To be sure, a good clean aircraft registration database is in everyone’s best interest. The problems are the unintended consequences, or perhaps convenient consequences furthering more subtle – and less desirable – agendas.
We have reproduced the FAA brochure that was being handed out at Oshkosh explaining this program. Just click here to see it: FAA New Re-Registration and Renewal Procedures.
3 Comments
As an American citizen I feel it is my duty and responsibility to bring awareness to this type of activity by a group within the FAA known in the industry as “Black ops of the FAA” Who’s actual name is SEIT pronounced “SEE-it” (Special Emphases investigation team) Formerly A.K.A. Charter Quest. A unit within the FAA operating under a letter of cooperation with other Federal organization such as homeland security, DEA, Department of justice, etc.
I also use your method of finding a plane in the barn as a method to have an aircraft to fly at all times. And have repeated that process now more than 85 times.
My A&P certificate was revoked this past year because I made an entry on an aircraft that was Deregister at the time of the entry! Registration is a prerequisite to Airworthiness I now know. ? Whose flag are you working under when the aircraft is de registered anyway?
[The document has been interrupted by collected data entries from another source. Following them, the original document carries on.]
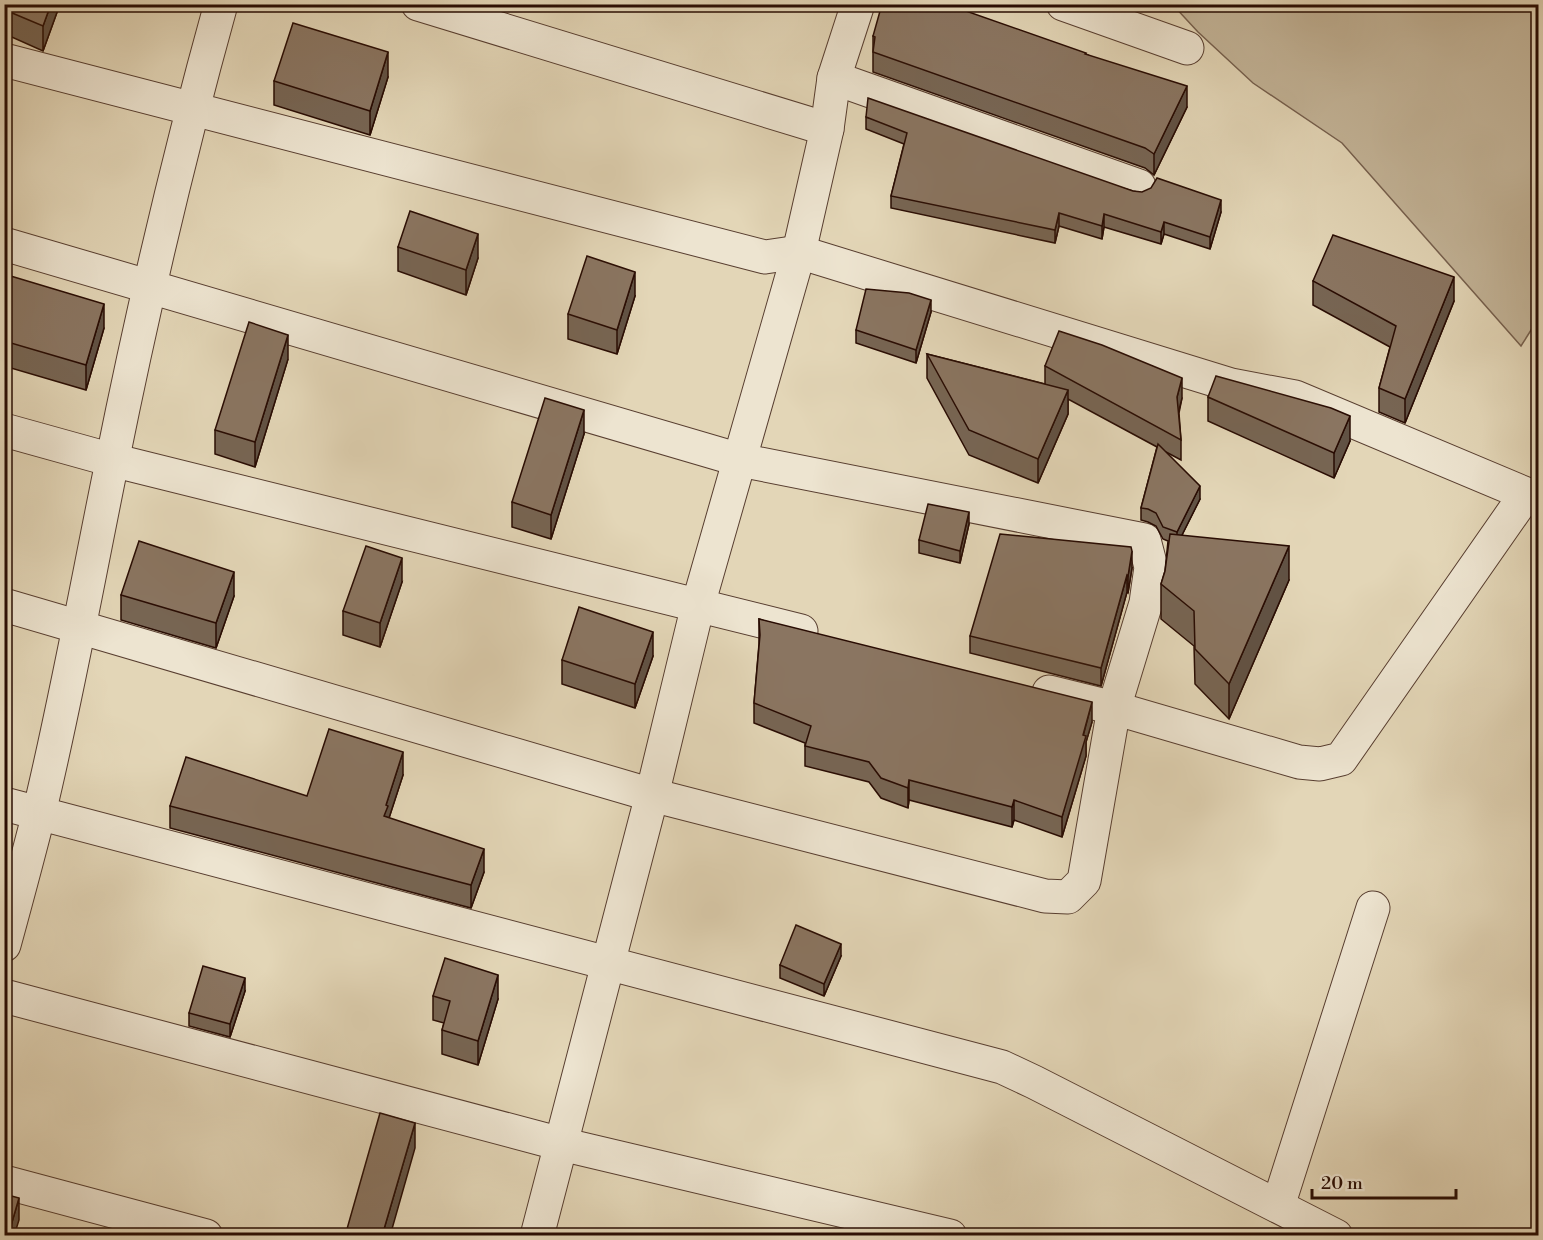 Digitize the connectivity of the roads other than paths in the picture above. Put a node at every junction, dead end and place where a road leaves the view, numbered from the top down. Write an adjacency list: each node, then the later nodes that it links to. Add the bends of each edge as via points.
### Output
1 (221, 4): 8 (street)
2 (418, 4): 9 (street)
3 (858, 4): 7 (street)
4 (1063, 4): 5 (street)
5 (1187, 48)
6 (4, 60): 8 (street)
7 (834, 78): 9 (street); 10 (street)
8 (192, 109): 12 (street, via 765,257); 13 (street)
9 (827, 129): 12 (street)
10 (1138, 186)
11 (4, 244): 13 (street)
12 (799, 252): 16 (street); 17 (street, via 1231,385 1295,397)
13 (150, 287): 15 (street); 16 (street)
14 (4, 430): 15 (street)
15 (112, 460): 19 (street); 20 (street)
16 (740, 460): 19 (street); 23 (street, via 1144,540 1151,567 1146,603)
17 (1532, 498): 23 (street, via 1341,759 1320,764 1299,762)
18 (4, 605): 20 (street)
19 (698, 605): 21 (street); 24 (street)
20 (79, 628): 24 (street); 26 (street)
21 (825, 636)
22 (1022, 685): 23 (street)
23 (1114, 708): 24 (street, via 1084,881 1068,897 1046,896)
24 (652, 795): 29 (street)
25 (4, 804): 26 (street)
26 (39, 813): 28 (street); 29 (street)
27 (1373, 908): 33 (street)
28 (4, 945)
29 (608, 964): 31 (street); 33 (street, via 1002,1067)
30 (4, 996): 31 (street)
31 (561, 1144): 35 (street); 36 (street)
32 (4, 1182): 34 (street)
33 (1278, 1206): 37 (street)
34 (206, 1236)
35 (537, 1236)
36 (950, 1236)
37 (1336, 1236) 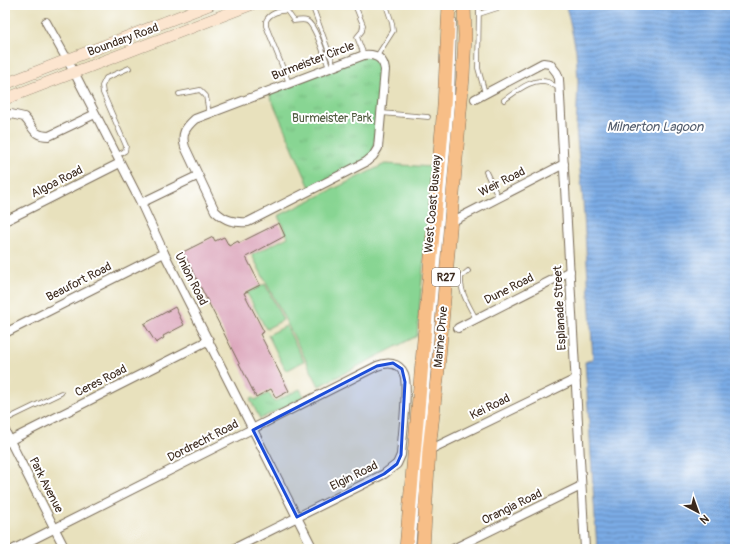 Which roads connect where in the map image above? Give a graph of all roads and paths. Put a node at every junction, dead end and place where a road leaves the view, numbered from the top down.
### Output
1 (209, 5) edge
2 (250, 5) edge
3 (312, 5) edge
4 (355, 5) edge
5 (386, 5) edge
6 (449, 5) edge
7 (464, 5) edge
8 (479, 5) edge
9 (507, 5) edge
10 (479, 14) junction
11 (46, 22) dead end
12 (364, 55) junction
13 (377, 56) junction
14 (68, 60) junction
15 (331, 67) junction
16 (129, 68) dead end
17 (74, 72) junction
18 (289, 83) junction
19 (5, 84) edge
20 (560, 88) junction
21 (178, 94) dead end
22 (485, 94) junction
23 (5, 99) edge
24 (475, 99) dead end
25 (504, 100) dead end
26 (381, 113) junction
27 (95, 114) junction
28 (209, 114) junction
29 (5, 116) edge
30 (428, 116) dead end
31 (118, 160) junction
32 (564, 164) junction
33 (486, 172) dead end
34 (197, 176) junction
35 (498, 198) junction
36 (141, 203) junction
37 (5, 221) edge
38 (451, 222) junction
39 (164, 253) junction
40 (468, 270) dead end
41 (570, 271) junction
42 (476, 319) junction
43 (458, 328) dead end
44 (5, 333) edge
45 (209, 340) junction
46 (402, 370) joint
47 (576, 378) junction
48 (61, 393) dead end
49 (5, 420) edge
50 (253, 430) junction
51 (5, 431) edge
52 (7, 441) edge
53 (422, 452) junction
54 (581, 486) junction
55 (297, 517) junction
56 (54, 529) junction
57 (14, 549) edge
58 (65, 549) edge
59 (233, 549) edge
60 (313, 549) edge
61 (406, 549) edge
62 (413, 549) edge
63 (423, 549) edge
64 (453, 549) edge
65 (585, 549) edge

1 - 14 main road, Boundary Road
2 - 17 main road, Boundary Road
3 - 15 lane
4 - 12 lane
5 - 13 lane
6 - 53 main road, Marine Drive / R27
7 - 38 main road, Marine Drive / R27
8 - 10 lane
9 - 10 lane
10 - 22 lane
11 - 14 street, Union Road
12 - 13 street, Burmeister Circle
12 - 15 street, Burmeister Circle
13 - 26 street, Burmeister Circle
14 - 17 street, Union Road
14 - 19 main road, Boundary Road
15 - 18 street, Burmeister Circle
15 - 18 lane
16 - 31 lane
17 - 23 main road, Boundary Road
17 - 27 street, Union Road
18 - 28 street, Burmeister Circle
20 - 22 street, Esplanade Street
20 - 25 lane
20 - 32 street, Esplanade Street
21 - 28 lane
22 - 24 street
26 - 30 lane
26 - 34 street, Burmeister Circle
27 - 29 street
27 - 31 street, Union Road
28 - 34 street, Burmeister Circle
31 - 36 street, Union Road
31 - 37 street, Algoa Road
32 - 35 street, Weir Road
32 - 41 street, Esplanade Street
33 - 35 lane
34 - 36 street
35 - 38 street, Weir Road
36 - 39 street, Union Road
38 - 53 main road, Marine Drive / R27
39 - 44 street, Beaufort Road
39 - 45 street, Union Road
40 - 42 lane
41 - 42 street, Dune Road
41 - 47 street, Esplanade Street
42 - 43 street, Dune Road
45 - 50 street, Union Road
45 - 52 street, Ceres Road
46 - 50 street, Dordrecht Road
46 - 55 street, Elgin Road
47 - 53 street, Kei Road
47 - 54 street, Esplanade Street
48 - 49 lane
50 - 55 street, Union Road
50 - 56 street, Dordrecht Road
51 - 52 street, Park Avenue
52 - 56 street, Park Avenue
53 - 61 main road, Marine Drive / R27
53 - 62 lane
53 - 63 main road, Marine Drive / R27
54 - 64 street, Orangia Road
54 - 65 street, Esplanade Street
55 - 59 street, Elgin Road
55 - 60 street, Union Road
56 - 57 street, Dordrecht Road
56 - 58 street, Park Avenue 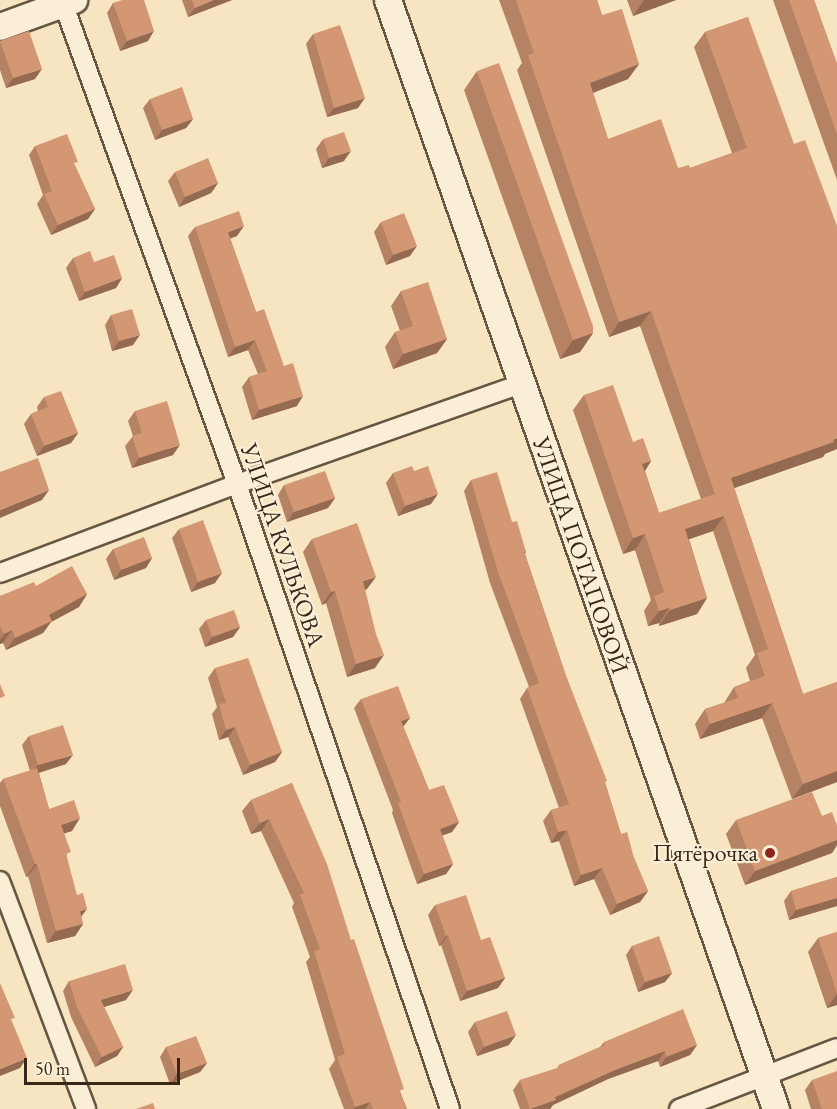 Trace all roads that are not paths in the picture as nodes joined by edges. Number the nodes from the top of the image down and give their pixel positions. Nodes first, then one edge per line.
1 (388, 0) edge
2 (66, 1) edge
3 (0, 27) edge
4 (521, 384) junction
5 (237, 484) junction
6 (0, 573) edge
7 (0, 881) edge
8 (837, 1048) edge
9 (764, 1077) junction
10 (86, 1109) edge
11 (450, 1109) edge
12 (679, 1109) edge
13 (776, 1109) edge

1 - 4 main road, УЛИЦА ПОТАПОВОЙ
2 - 3 main road
2 - 5 street, УЛИЦА КУЛЬКОВА
4 - 5 street
4 - 9 main road, УЛИЦА ПОТАПОВОЙ
5 - 6 street
5 - 11 street, УЛИЦА КУЛЬКОВА
7 - 10 street
8 - 9 street
9 - 12 street
9 - 13 main road, УЛИЦА ПОТАПОВОЙ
Here is the problem you will file for registration and because the aircraft is de registered you cannot Fly until the FAA accepts your registration! Don’t fly on pink copy! In my case the inspector was asking for log entries, which he knew if I provided, would be illegal to make. So the impression is that he is saying have every thing ready when I get there and he is really making a case against you. Remember when making a log book entry that all documents must be in order including registration!
One point I would like to add to your well thought out points is that if your barn plane has lost it registration just from being in a barn and end up on another plane once you get your registration you are going to have to strip and paint the new # on it. OH it’s a fabric plane! Ever tried to feather out a paint line on fabric surface. Good luck with that!
Please forward your ideas to some one that can make a difference. Senators, Congressmen, EAA, AOPA, Media etc. Remember it is the squeaky wheel that gets oiled!
The FAA ask for paperwork and documentation. I provide ceritified documents and then there is always another reason. Now I am told that my aircraft are not aircraft because I disaasembed them for shipping. I must now have the aircraft completely restored and certified airworthy before they will consider registration. How do you get an airworthiness cert without registration and who is going to spend hundreds of thousands of dollars to retore an aircraft if they do not get a clear registration.